***** Records supplied

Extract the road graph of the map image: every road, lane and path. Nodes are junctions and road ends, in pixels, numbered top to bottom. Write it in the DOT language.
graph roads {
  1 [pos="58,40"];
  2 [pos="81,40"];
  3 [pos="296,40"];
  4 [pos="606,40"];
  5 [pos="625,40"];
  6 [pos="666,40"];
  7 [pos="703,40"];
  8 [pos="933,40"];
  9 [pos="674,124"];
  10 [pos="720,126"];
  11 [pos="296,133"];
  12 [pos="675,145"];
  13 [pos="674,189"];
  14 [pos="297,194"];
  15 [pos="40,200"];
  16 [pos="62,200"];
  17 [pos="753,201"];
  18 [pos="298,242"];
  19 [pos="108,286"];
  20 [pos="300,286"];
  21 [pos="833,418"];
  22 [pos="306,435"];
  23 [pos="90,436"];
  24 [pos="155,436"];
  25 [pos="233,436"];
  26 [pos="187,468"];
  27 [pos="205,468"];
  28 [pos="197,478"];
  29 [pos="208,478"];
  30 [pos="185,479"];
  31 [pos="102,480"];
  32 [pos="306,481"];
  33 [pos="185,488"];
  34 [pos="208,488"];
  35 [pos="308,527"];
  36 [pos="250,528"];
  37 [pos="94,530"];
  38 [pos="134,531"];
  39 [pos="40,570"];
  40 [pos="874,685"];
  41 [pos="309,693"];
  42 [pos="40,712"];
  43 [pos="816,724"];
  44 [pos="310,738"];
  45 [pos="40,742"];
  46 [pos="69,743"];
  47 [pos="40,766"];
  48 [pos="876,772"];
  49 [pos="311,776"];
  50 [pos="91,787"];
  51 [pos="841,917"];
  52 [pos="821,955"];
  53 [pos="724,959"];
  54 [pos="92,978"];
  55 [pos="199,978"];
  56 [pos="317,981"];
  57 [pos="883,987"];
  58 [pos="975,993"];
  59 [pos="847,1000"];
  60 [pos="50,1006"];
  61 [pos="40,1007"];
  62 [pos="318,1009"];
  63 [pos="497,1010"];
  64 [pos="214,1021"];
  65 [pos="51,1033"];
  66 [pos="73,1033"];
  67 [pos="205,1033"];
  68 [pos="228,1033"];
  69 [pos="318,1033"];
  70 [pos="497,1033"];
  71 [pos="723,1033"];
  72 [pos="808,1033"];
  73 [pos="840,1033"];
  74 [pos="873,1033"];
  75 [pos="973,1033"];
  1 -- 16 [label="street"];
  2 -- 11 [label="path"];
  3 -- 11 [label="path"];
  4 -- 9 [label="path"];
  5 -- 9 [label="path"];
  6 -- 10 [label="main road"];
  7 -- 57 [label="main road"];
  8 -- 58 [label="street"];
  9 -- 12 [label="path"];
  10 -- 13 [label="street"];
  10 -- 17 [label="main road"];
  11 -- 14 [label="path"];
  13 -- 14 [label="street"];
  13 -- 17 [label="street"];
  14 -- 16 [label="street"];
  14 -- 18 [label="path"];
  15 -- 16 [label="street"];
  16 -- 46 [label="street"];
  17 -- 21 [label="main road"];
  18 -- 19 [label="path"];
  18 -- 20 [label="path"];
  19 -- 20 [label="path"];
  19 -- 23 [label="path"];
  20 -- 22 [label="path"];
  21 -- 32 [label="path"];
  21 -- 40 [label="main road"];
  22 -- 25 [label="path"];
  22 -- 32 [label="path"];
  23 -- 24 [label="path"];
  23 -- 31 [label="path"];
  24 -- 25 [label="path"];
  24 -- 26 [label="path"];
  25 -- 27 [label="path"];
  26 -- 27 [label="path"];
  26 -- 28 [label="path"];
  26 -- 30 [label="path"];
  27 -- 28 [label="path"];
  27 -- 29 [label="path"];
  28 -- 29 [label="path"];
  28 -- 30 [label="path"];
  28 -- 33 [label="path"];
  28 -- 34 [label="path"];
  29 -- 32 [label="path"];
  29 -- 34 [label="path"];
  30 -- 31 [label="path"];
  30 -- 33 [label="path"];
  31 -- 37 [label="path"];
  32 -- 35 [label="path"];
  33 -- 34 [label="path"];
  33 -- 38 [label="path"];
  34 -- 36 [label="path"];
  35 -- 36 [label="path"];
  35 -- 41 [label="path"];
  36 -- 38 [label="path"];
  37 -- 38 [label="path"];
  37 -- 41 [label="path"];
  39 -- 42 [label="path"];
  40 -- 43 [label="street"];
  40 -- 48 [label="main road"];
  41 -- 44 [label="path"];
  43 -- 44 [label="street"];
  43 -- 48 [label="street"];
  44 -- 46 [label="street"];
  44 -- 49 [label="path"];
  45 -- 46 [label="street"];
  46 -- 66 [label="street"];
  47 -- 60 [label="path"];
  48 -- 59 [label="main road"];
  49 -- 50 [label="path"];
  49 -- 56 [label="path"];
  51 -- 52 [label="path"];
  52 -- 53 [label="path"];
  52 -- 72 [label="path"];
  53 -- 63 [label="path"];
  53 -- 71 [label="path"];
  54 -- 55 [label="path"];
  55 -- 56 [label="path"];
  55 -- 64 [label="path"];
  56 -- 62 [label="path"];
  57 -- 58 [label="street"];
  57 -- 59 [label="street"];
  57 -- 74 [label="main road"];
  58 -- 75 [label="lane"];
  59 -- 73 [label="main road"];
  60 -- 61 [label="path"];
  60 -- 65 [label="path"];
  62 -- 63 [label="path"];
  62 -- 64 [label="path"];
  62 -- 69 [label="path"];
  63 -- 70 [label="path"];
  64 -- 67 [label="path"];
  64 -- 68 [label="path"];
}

**********

▶ _Task item_
In the records above, tally the lines where the word "graph" appears, and give the number and nothing else.

▶ _Reply to the task_
2